Wednesday, November 08, 2006

As a general trend, new media is essentially becoming digital. But what does this mean, and perhaps more importantly, why does it matter?

What we as humans are doing by moving toward new media is viewing what was once old media with higher resolution. Just as we examined the real world as a continuous structure with the naked eye but now realize that it can be broken into exceedingly small particles, we are breaking down photographs, video, text--all things we consider continuous--and re-examining them under a digital media microscope. In this sense, becoming digital is not really moving toward the new, but rather, looking at the old anew. We always had the ability to customize film and distribute it; anyone with the patience and the money could have taken an old movie film reel and pieced it into their own creation. The digital age has brought instead a new way of looking at the old; a way that makes it far easier to customize, to personalize, and to create.

On a physical and chemical level, photographs are digital, but on a level that we cannot easily manipulate. The swaths of shade and color, light and dark are really collections of atoms lined in arrays, reflecting very particular amounts of light at very particular wavelengths. Quite simply, our growth into the digital allows us to create a reality that competes with what is. The resolution is a bit choppy, and the computing power a bit limited, but we are slipping into ways of creating that rival the intricacies that define our reality. We have not created a new media, we have done more than that. We have created a new way of representing and creating reality, something we have always done through media in the first place.

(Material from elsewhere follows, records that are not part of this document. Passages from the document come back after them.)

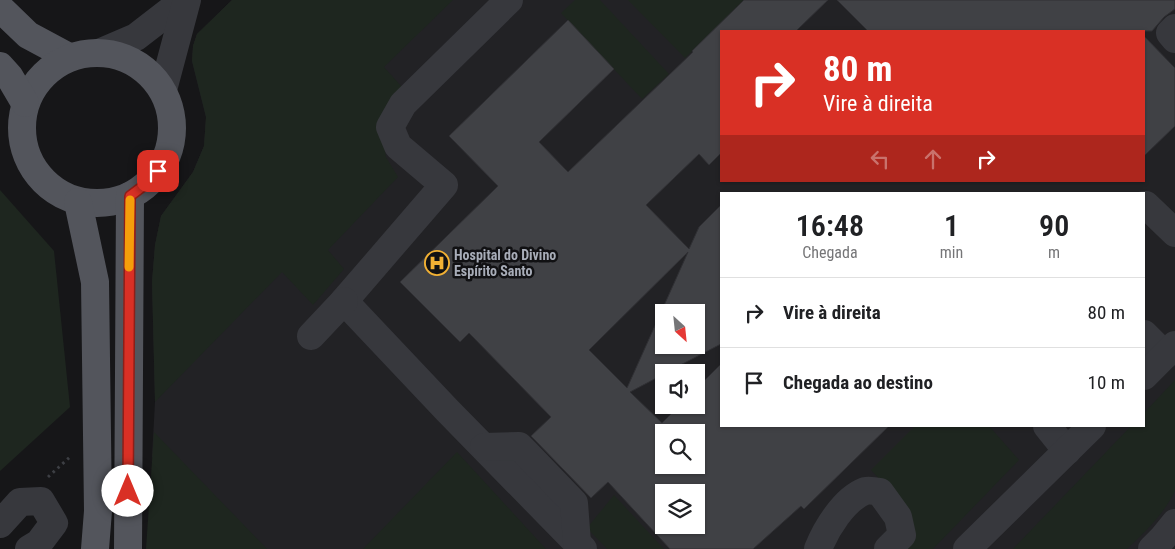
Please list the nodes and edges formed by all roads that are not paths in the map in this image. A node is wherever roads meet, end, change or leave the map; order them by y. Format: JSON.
{"nodes":[{"id":1,"x":186,"y":0,"type":"edge"},
{"id":2,"x":509,"y":0,"type":"edge"},
{"id":3,"x":0,"y":8,"type":"edge"},
{"id":4,"x":1175,"y":28,"type":"edge"},
{"id":5,"x":1175,"y":39,"type":"edge"},
{"id":6,"x":101,"y":52,"type":"junction"},
{"id":7,"x":69,"y":57,"type":"junction"},
{"id":8,"x":0,"y":66,"type":"edge"},
{"id":9,"x":163,"y":90,"type":"junction"},
{"id":10,"x":25,"y":103,"type":"junction"},
{"id":11,"x":130,"y":196,"type":"junction"},
{"id":12,"x":78,"y":202,"type":"junction"},
{"id":13,"x":1145,"y":206,"type":"edge"},
{"id":14,"x":1175,"y":233,"type":"edge"},
{"id":15,"x":344,"y":301,"type":"junction"},
{"id":16,"x":1145,"y":335,"type":"edge"},
{"id":17,"x":311,"y":336,"type":"dead end"},
{"id":18,"x":1170,"y":350,"type":"edge"},
{"id":19,"x":1145,"y":375,"type":"edge"},
{"id":20,"x":1048,"y":427,"type":"edge"},
{"id":21,"x":1091,"y":427,"type":"edge"},
{"id":22,"x":1067,"y":451,"type":"junction"},
{"id":23,"x":1175,"y":523,"type":"edge"},
{"id":24,"x":0,"y":524,"type":"edge"},
{"id":25,"x":580,"y":546,"type":"edge"},
{"id":26,"x":29,"y":549,"type":"edge"},
{"id":27,"x":95,"y":549,"type":"edge"},
{"id":28,"x":128,"y":549,"type":"edge"},
{"id":29,"x":818,"y":549,"type":"edge"},
{"id":30,"x":888,"y":549,"type":"edge"},
{"id":31,"x":968,"y":549,"type":"edge"},
{"id":32,"x":1152,"y":549,"type":"edge"}],
"edges":[{"from":1,"to":6,"type":"street"},
{"from":1,"to":9,"type":"street"},
{"from":2,"to":15,"type":"street"},
{"from":3,"to":7,"type":"main road"},
{"from":4,"to":5,"type":"street"},
{"from":6,"to":7,"type":"main road"},
{"from":6,"to":9,"type":"main road"},
{"from":7,"to":10,"type":"main road"},
{"from":8,"to":10,"type":"main road"},
{"from":9,"to":11,"type":"main road"},
{"from":10,"to":12,"type":"main road"},
{"from":11,"to":12,"type":"main road"},
{"from":11,"to":28,"type":"main road"},
{"from":12,"to":27,"type":"main road"},
{"from":13,"to":14,"type":"street"},
{"from":15,"to":17,"type":"street"},
{"from":15,"to":25,"type":"street"},
{"from":16,"to":18,"type":"street"},
{"from":18,"to":19,"type":"street"},
{"from":20,"to":22,"type":"street"},
{"from":21,"to":22,"type":"street"},
{"from":22,"to":31,"type":"street"},
{"from":23,"to":32,"type":"street"},
{"from":24,"to":26,"type":"street"},
{"from":29,"to":30,"type":"street"}]}
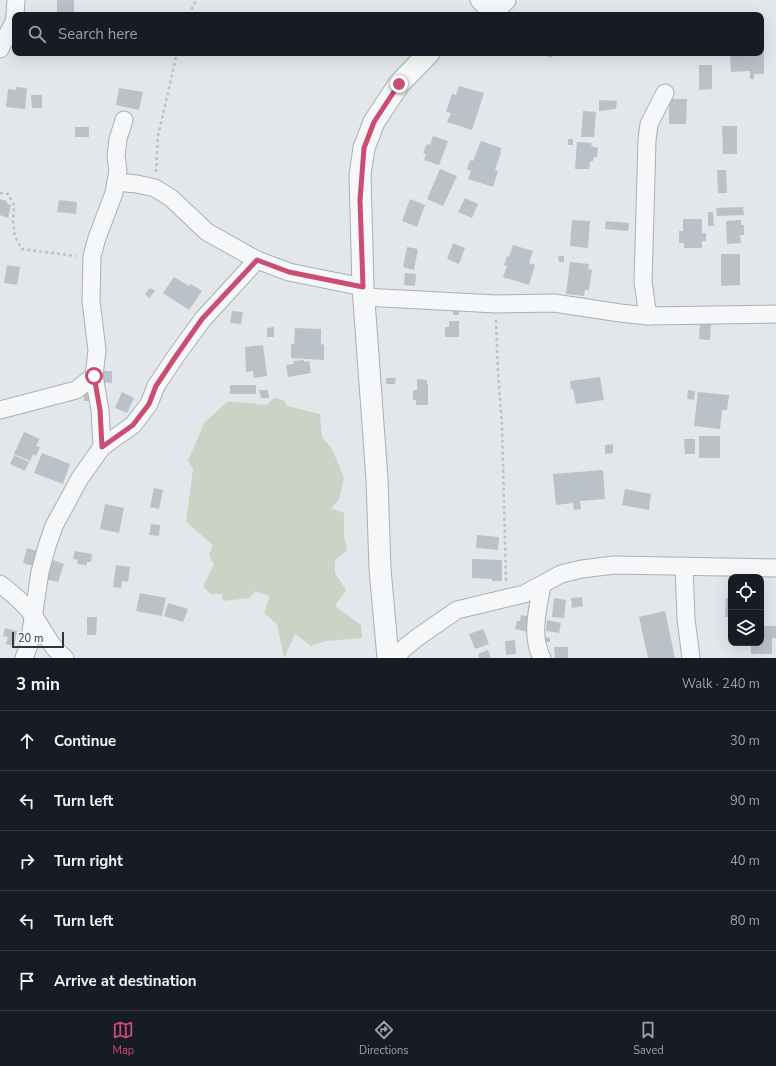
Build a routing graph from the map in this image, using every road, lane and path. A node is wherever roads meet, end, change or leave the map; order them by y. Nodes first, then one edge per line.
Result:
1 (16, 0) edge
2 (196, 0) edge
3 (15, 12) edge
4 (190, 12) edge
5 (12, 26) edge
6 (0, 49) edge
7 (177, 56) edge
8 (426, 56) edge
9 (665, 93) dead end
10 (124, 120) dead end
11 (116, 182) junction
12 (155, 188) junction
13 (0, 193) edge
14 (92, 256) junction
15 (257, 260) junction
16 (363, 292) junction
17 (496, 304) junction
18 (776, 314) edge
19 (648, 316) junction
20 (94, 376) junction
21 (0, 410) edge
22 (102, 447) junction
23 (684, 566) junction
24 (776, 568) edge
25 (0, 584) edge
26 (542, 585) junction
27 (507, 598) junction
28 (33, 615) junction
29 (24, 658) edge
30 (66, 658) edge
31 (388, 658) edge
32 (396, 658) edge
33 (542, 658) edge
34 (691, 658) edge

1 - 3 street
2 - 4 path
5 - 6 street
7 - 12 path
8 - 16 street
9 - 19 street
10 - 11 street
11 - 12 street
11 - 14 street
12 - 15 street
13 - 14 path
14 - 20 street
15 - 16 street
15 - 22 street
16 - 17 street
16 - 31 street
17 - 19 street
17 - 27 path
18 - 19 street
20 - 21 street
20 - 22 street
22 - 28 street
23 - 24 street
23 - 26 street
23 - 34 street
25 - 28 street
26 - 27 street
26 - 33 street
27 - 32 street
28 - 29 street
28 - 30 street

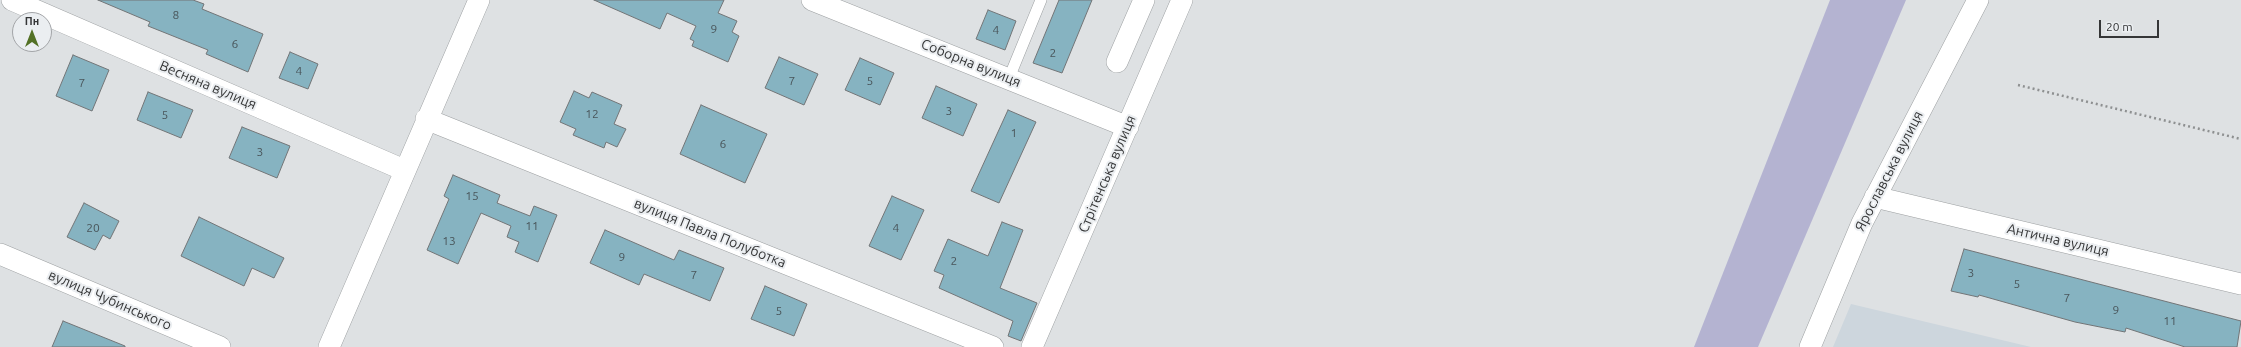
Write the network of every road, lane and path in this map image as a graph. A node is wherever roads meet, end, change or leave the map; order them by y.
1 (12, 0) edge
2 (479, 0) edge
3 (812, 0) edge
4 (1041, 0) edge
5 (1144, 0) edge
6 (1182, 0) edge
7 (1978, 0) edge
8 (1117, 62) dead end
9 (1009, 78) junction
10 (2018, 85) dead end
11 (426, 119) junction
12 (1128, 127) junction
13 (2241, 139) edge
14 (404, 170) junction
15 (1875, 197) junction
16 (0, 254) edge
17 (2241, 284) edge
18 (331, 346) edge
19 (220, 347) edge
20 (993, 347) edge
21 (1032, 347) edge
22 (1810, 347) edge

1 - 14 street, Весняна вулиця
2 - 11 street
3 - 9 street, Соборна вулиця
4 - 9 lane
5 - 8 street
6 - 12 street, Стрітенська вулиця
7 - 15 street, Ярославська вулиця
9 - 12 street, Соборна вулиця
10 - 13 path
11 - 14 street
11 - 20 street, вулиця Павла Полуботка
12 - 21 street, Стрітенська вулиця
14 - 18 street
15 - 17 street, Антична вулиця
15 - 22 street, Ярославська вулиця
16 - 19 street, вулиця Чубинського

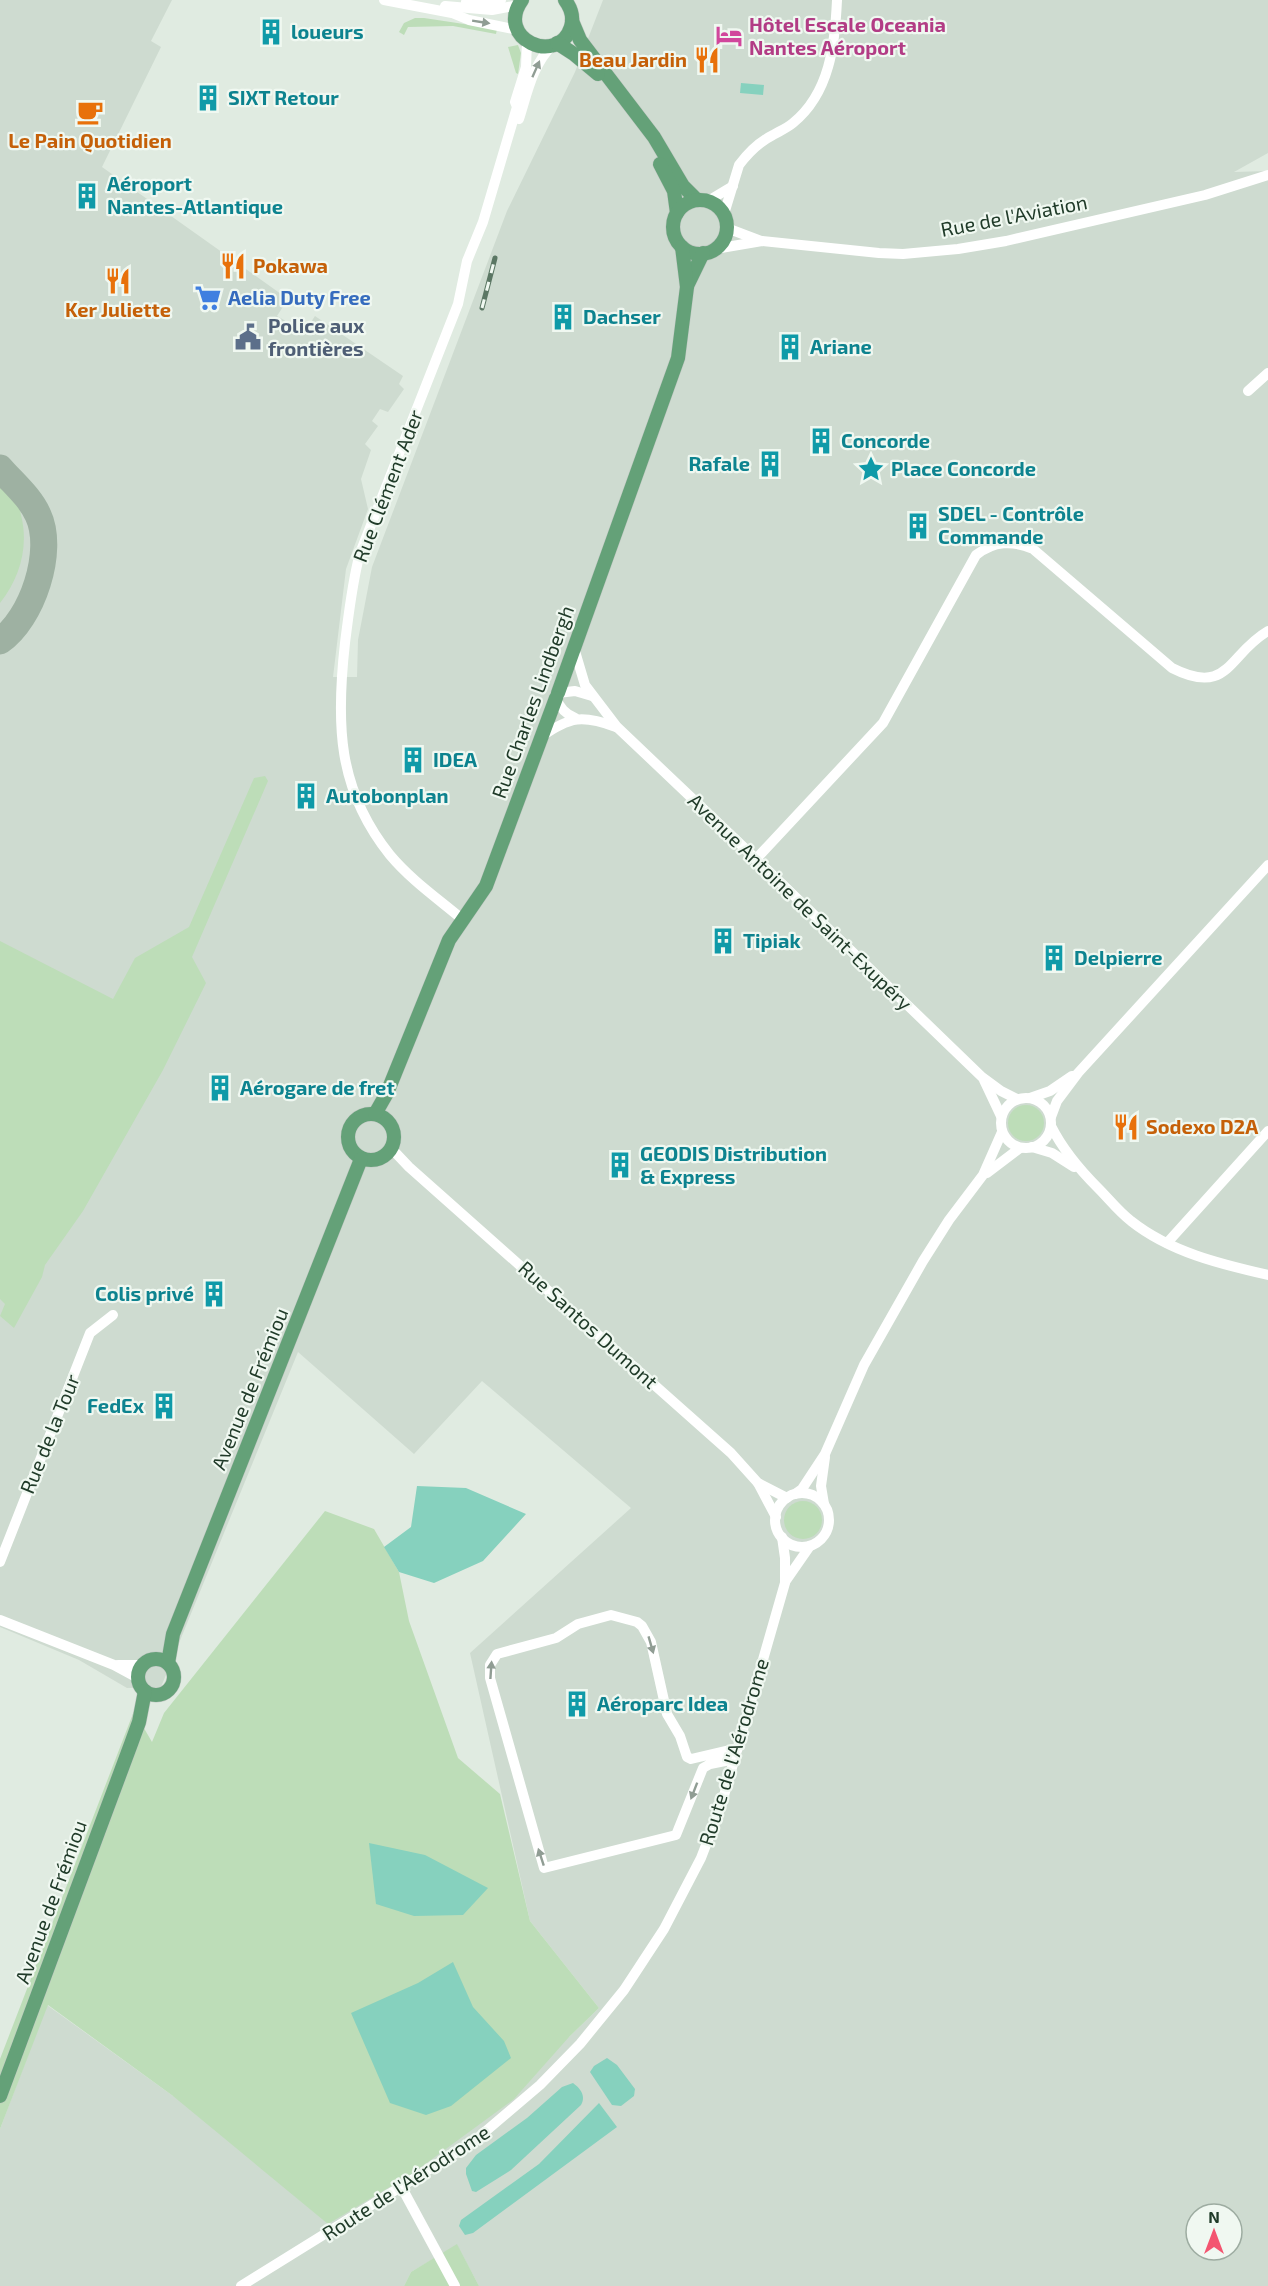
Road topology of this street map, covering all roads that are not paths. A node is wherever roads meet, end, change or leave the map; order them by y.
1 (384, 0) edge
2 (409, 0) edge
3 (451, 0) edge
4 (501, 0) edge
5 (837, 0) edge
6 (520, 2) edge
7 (569, 7) edge
8 (522, 36) junction
9 (555, 44) junction
10 (623, 97) junction
11 (641, 122) junction
12 (1268, 175) edge
13 (733, 186) junction
14 (703, 200) junction
15 (677, 213) junction
16 (725, 220) junction
17 (762, 241) junction
18 (682, 247) junction
19 (709, 251) junction
20 (687, 287) junction
21 (458, 304) junction
22 (1268, 374) edge
23 (1248, 391) dead end
24 (1268, 631) edge
25 (574, 648) junction
26 (557, 695) junction
27 (592, 696) junction
28 (575, 718) junction
29 (616, 727) junction
30 (541, 737) junction
31 (756, 859) junction
32 (1268, 865) edge
33 (462, 919) junction
34 (1077, 1073) junction
35 (982, 1077) junction
36 (1029, 1098) junction
37 (1017, 1099) junction
38 (375, 1114) junction
39 (1001, 1116) junction
40 (1051, 1121) junction
41 (1268, 1131) edge
42 (1002, 1132) junction
43 (1032, 1147) junction
44 (391, 1148) junction
45 (1020, 1148) junction
46 (361, 1159) junction
47 (1082, 1171) junction
48 (983, 1175) junction
49 (1167, 1243) junction
50 (1268, 1275) edge
51 (113, 1315) dead end
52 (825, 1454) junction
53 (758, 1483) junction
54 (791, 1496) junction
55 (824, 1504) junction
56 (776, 1517) junction
57 (782, 1537) junction
58 (810, 1546) junction
59 (0, 1562) edge
60 (785, 1583) junction
61 (0, 1620) edge
62 (162, 1661) junction
63 (140, 1672) junction
64 (149, 1693) junction
65 (737, 1753) junction
66 (0, 2096) edge
67 (402, 2188) junction
68 (241, 2286) edge
69 (455, 2286) edge

1 -> 8 street
2 - 6 street
3 - 4 street
5 - 13 street
6 - 8 main road
7 - 9 main road
7 - 10 main road
8 - 9 main road
8 - 21 street, Rue Clément Ader
9 - 10 main road
21 -> 9 street, Rue Clément Ader
10 - 11 main road
11 - 14 main road
11 - 15 main road
12 - 17 street, Rue de l'Aviation
13 - 14 street
13 - 16 street
14 - 15 main road
14 - 16 main road
15 - 18 main road
16 - 17 street, Rue de l'Aviation
16 - 19 main road
17 - 19 street, Rue de l'Aviation
18 - 19 main road
18 - 20 main road, Rue Charles Lindbergh
19 - 20 main road, Rue Charles Lindbergh
20 - 25 main road, Rue Charles Lindbergh
21 - 33 street, Rue Clément Ader
22 - 23 street
24 - 31 street
25 - 26 main road, Rue Charles Lindbergh
25 - 27 street, Avenue Antoine de Saint-Exupéry
26 - 27 street
26 - 28 street
26 - 30 main road, Rue Charles Lindbergh
27 - 29 street, Avenue Antoine de Saint-Exupéry
28 - 29 street, Avenue Antoine de Saint-Exupéry
28 - 30 street
29 - 31 street, Avenue Antoine de Saint-Exupéry
30 - 33 main road, Rue Charles Lindbergh
31 - 35 street, Avenue Antoine de Saint-Exupéry
32 - 34 street
33 - 38 main road, Rue Charles Lindbergh
34 - 36 street
34 - 40 street
35 - 37 street, Avenue Antoine de Saint-Exupéry
35 - 39 street, Avenue Antoine de Saint-Exupéry
36 - 37 street
36 - 40 street
37 - 39 street
38 - 44 main road
38 - 46 main road
39 - 42 street
40 - 43 street
40 - 47 street
41 - 49 street
42 - 45 street
42 - 48 street
43 - 45 street
43 - 47 street
44 - 46 main road
44 - 53 street, Rue Santos Dumont
45 - 48 street
46 - 62 main road, Avenue de Frémiou
47 - 49 street
48 - 52 street
49 - 50 street
51 - 59 street, Rue de la Tour
52 - 54 street
52 - 55 street
53 - 54 street, Rue Santos Dumont
53 - 56 street
54 - 55 street
54 - 56 street
55 - 58 street
56 - 57 street
57 - 58 street
57 - 60 street, Route de l'Aérodrome
58 - 60 street, Route de l'Aérodrome
60 - 65 street, Route de l'Aérodrome
61 - 63 street
62 - 63 main road
62 - 64 main road
63 - 64 main road
64 - 66 main road, Avenue de Frémiou
65 -> 65 street
65 - 67 street, Route de l'Aérodrome
67 - 68 street, Route de l'Aérodrome
67 - 69 street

In our last reading, we discovered Manovich's perspective on the "New Media" and how it can be differentiated from old media. Each of the issues he presents can also be applied to our becoming digital: Things are indeed becoming represented by numerical atoms, so to speak and are packaged into modules; this is the "physical" part of digital..but it isnt the only part. The most critical aspect of becoming digital is the affect it is having on us as humans. With this increased ability to create and share, there is a lot more creativity going around, the big companies are listening to the little people, there are completely new ways to interpret and convey the same old meaning. The "new media" that is emerging from becoming digital is bringing about a completely new societal construct. People are no longer limited by the amount of money they have, the time-zone they live in, or their technical abilities. The Digital age gives the average user the power to construct, define, and share reality, digitally.

Becoming digital may bring a lot of things to the table, but the most important thing it does for us is allow us to easily share our reality at a resolution unheard of in the past.